Reverend, Natan began to leave Illugastadir at the close of summer, and each time he returned, it was as though he became more of a stranger to me. He’d catch me alone in the dairy, take the scrubbing brush out of my hand and draw me to him, only to ask me if I had kept Daníel warm in his bed while he was out, scraping together a living by luring death out of the bowels of his countrymen. He even accused me of loving Fridrik! That lug of a boy, swinging his fists about and stinking of unwashed wool. Natan’s accusations seemed comical to me. Couldn’t he see how much I missed him? How different he was from any other man I had known?

I imagine Tóti’s face blushing. I imagine him wiping his sweaty palms against the material of his trousers. His slow nod. The light from the candle in the badstofa flickering over his face as he watches me, wide-eyed.

Reverend, I would say, I told Natan that Daníel was nothing to me. That Fridrik was enamoured with Sigga. I told him that I was his for as long as he’d have me, that I’d be his wife if he wished it.

It was those moods of his that took him away. I’d find Natan in the workshop measuring broths, skimming the dirty froth off boiling roots. I’d offer my help, as I helped him when I first came. He began to push me out of his way. He didn’t want me, he said. Did he mean he didn’t want my help, or my presence? He’d direct me towards the door.

‘Go. I don’t want you here. I’m busy.’

Sometimes I’d go to the outhouse and hammer the dried cod heads with a cow thighbone. Just to beat and rail against something. He is falling out of love with you, I told myself. And I began to wonder whether he ever loved me.

But there were still hours when he found me alone by the shore, collecting eiderdown. He would take me beside the birds’ nests, his hands in my hair, his look as desperate as a drowning man’s. He needed me like he needed air. I felt it in his gaze, in the way he grappled for my body like a buoy in the water.

Reverend Tóti, draw your stool nearer. I’ll tell you what it was really like.

I hated being his servant. One night I would be his lover, with the hard rhythm of his breath matching my own. And then, the next, I was Agnes the workmaid. Not even the housekeeper! And his cool commands began to seem like reprimands.

‘Call the sheep home from pasture. Milk the cow. Milk the sheep. Fetch water. Collect the ashes and spread them upon the soil. Feed Thóranna. Make her stop crying. Make her stop crying! This pot is still dirty. Ask Sigga to show you how to wash the beakers properly.’

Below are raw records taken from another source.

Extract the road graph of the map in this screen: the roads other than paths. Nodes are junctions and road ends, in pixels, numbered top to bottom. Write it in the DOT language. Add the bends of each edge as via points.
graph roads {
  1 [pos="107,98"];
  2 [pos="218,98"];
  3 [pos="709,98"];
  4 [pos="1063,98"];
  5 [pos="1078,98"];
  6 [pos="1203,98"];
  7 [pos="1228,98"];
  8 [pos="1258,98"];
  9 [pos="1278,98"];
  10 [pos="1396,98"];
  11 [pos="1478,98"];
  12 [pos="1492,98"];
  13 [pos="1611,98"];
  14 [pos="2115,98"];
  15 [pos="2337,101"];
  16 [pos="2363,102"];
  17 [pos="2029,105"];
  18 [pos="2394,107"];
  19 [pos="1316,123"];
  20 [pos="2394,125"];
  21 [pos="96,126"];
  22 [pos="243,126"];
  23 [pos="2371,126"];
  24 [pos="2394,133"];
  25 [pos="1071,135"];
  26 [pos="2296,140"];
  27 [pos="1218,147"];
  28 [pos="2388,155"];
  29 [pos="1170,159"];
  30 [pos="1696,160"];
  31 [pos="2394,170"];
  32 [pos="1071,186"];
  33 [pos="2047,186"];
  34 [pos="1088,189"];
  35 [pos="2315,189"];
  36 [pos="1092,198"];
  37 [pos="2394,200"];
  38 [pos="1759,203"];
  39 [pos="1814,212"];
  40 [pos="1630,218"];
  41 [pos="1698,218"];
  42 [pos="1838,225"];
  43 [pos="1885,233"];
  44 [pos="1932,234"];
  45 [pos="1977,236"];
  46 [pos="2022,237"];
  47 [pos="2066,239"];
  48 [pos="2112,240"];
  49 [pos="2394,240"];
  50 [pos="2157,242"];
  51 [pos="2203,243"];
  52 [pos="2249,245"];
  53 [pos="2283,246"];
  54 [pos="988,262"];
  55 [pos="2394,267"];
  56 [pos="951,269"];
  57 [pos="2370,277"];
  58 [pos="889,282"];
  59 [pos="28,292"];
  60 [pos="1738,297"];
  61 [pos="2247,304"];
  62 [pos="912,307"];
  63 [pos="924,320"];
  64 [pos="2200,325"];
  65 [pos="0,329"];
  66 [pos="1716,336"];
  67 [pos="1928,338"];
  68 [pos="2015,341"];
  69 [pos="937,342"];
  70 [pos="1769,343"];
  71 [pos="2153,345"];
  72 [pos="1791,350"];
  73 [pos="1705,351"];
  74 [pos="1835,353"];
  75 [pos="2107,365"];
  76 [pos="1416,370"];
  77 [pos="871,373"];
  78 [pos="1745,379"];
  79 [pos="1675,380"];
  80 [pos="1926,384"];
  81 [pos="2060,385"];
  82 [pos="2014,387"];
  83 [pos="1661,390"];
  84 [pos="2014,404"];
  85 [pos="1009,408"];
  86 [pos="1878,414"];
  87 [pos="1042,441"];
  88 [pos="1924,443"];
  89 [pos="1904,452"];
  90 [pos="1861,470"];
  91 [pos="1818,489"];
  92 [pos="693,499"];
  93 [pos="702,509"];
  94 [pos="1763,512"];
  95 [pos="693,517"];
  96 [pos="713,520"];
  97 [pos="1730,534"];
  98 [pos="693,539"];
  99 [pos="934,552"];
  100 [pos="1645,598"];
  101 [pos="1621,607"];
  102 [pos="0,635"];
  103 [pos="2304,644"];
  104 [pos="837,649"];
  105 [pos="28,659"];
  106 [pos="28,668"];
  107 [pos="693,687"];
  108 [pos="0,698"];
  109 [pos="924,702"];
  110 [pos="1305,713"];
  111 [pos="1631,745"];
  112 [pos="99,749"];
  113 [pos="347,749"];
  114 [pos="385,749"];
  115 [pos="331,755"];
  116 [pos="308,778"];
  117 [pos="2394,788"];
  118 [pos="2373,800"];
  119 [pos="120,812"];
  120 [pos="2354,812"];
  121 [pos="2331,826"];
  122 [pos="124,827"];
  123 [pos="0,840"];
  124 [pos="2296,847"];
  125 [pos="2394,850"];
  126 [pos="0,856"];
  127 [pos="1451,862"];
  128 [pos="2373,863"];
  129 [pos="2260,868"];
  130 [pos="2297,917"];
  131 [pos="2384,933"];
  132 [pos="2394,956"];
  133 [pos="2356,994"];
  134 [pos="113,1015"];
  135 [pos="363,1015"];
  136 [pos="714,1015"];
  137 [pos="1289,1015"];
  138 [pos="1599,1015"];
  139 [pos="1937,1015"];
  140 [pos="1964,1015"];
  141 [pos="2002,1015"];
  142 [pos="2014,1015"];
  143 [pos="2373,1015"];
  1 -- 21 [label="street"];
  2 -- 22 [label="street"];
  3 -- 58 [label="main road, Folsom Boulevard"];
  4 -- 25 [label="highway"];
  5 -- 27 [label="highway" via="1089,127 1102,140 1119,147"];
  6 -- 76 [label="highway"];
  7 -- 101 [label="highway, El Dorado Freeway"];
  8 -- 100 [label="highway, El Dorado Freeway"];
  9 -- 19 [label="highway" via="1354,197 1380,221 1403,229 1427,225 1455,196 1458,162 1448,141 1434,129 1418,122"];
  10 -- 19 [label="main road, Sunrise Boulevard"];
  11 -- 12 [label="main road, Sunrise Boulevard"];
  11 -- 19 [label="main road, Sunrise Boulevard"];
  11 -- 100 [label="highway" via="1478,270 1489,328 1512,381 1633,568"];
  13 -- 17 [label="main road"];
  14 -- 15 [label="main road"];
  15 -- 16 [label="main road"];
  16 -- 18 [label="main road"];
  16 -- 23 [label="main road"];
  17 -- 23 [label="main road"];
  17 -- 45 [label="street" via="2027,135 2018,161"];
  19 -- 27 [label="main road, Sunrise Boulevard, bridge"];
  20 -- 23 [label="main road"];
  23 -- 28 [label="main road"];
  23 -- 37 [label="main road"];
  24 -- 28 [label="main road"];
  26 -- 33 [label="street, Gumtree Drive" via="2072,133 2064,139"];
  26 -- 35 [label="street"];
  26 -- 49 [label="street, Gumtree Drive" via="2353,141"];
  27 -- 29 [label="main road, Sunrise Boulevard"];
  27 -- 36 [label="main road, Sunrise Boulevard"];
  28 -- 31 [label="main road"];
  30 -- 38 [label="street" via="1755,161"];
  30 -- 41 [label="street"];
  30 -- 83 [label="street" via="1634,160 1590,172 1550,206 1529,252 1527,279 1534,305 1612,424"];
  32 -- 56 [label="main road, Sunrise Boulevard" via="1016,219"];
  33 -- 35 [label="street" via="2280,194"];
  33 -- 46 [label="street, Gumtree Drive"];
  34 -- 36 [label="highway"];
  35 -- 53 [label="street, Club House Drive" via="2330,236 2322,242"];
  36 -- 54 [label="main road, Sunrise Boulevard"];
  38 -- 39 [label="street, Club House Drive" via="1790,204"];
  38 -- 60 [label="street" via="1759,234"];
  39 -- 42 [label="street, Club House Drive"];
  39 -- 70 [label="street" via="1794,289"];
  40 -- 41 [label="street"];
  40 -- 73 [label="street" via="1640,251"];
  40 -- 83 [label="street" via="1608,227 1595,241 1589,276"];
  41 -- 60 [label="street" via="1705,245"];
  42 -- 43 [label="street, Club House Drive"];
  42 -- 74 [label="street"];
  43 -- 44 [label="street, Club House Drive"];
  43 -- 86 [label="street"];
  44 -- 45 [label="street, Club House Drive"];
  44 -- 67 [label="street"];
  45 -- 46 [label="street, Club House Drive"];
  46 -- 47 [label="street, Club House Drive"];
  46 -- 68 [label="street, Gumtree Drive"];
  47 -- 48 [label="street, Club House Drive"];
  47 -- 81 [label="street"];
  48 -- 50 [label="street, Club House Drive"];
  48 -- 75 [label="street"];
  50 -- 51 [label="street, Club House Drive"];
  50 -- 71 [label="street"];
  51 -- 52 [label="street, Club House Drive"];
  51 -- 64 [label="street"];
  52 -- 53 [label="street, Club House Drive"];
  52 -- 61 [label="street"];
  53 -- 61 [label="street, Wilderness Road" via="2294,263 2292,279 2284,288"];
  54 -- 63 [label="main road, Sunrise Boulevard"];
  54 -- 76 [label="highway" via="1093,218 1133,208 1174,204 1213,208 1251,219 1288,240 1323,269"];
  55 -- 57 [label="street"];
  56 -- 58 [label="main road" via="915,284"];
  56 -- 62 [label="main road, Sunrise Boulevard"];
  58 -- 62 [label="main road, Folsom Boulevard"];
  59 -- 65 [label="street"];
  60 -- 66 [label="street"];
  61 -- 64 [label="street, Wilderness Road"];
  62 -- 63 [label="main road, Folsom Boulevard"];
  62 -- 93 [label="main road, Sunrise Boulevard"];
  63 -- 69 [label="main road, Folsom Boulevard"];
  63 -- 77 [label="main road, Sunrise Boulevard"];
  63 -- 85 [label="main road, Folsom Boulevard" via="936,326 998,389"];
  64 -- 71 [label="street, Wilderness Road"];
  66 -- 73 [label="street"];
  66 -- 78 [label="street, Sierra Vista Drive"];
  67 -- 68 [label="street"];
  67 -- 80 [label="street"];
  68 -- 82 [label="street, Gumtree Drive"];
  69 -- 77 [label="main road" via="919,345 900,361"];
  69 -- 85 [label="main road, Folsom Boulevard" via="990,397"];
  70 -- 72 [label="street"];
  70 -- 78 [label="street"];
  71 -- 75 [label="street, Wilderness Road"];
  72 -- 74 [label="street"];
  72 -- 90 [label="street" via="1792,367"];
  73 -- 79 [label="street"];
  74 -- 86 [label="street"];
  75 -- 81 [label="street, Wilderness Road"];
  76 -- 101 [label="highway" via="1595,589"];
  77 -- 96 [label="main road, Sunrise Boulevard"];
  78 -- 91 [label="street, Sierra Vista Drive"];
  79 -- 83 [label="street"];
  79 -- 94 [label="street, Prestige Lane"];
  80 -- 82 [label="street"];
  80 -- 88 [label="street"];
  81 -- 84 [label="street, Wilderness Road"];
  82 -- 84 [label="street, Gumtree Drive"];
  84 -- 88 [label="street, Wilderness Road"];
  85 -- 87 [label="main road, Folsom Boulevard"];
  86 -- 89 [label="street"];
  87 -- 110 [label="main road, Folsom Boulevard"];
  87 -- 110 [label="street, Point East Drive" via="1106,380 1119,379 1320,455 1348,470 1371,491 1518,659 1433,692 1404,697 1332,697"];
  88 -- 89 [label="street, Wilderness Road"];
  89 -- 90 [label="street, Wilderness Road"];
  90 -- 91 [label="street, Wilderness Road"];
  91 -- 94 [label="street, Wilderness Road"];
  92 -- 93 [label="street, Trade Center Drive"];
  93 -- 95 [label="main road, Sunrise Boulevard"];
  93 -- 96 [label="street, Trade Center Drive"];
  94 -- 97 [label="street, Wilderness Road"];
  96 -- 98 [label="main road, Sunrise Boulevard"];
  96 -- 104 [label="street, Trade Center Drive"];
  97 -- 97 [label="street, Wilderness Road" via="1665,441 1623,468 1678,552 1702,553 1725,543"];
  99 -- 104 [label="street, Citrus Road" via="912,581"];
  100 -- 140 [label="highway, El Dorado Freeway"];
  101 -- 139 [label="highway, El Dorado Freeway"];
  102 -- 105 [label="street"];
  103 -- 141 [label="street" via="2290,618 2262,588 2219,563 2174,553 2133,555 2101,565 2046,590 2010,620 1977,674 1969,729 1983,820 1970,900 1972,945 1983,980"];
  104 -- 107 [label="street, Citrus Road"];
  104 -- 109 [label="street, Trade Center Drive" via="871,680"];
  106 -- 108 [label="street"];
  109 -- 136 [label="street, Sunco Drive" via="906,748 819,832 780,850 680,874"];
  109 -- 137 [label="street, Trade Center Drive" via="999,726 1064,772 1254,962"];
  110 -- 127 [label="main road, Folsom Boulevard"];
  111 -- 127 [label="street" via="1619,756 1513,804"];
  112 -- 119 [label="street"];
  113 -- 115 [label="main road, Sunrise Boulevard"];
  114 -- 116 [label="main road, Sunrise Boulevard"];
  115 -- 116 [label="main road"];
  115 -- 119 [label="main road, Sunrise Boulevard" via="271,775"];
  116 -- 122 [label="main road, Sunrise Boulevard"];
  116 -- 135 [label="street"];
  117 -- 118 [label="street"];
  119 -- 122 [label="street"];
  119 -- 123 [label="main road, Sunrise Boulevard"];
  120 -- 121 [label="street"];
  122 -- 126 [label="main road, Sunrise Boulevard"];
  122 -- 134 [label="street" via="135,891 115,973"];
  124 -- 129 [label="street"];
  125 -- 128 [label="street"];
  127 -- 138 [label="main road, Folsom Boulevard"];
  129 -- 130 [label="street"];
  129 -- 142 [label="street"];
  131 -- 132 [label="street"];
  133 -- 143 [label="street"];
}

Do you understand what I am saying, Reverend? Or is love constant for you? Have you ever loved a woman? A person you love as much as you hate the hold they have on you?

I hated the way my mind would turn to Natan throughout the day, until I was sick with the pattern of my thoughts. I hated the nausea that came at the suggestion he did not care for me. I hated the way I kept tripping up over those rocks to his workshop, again and again, to bring him things he no longer required.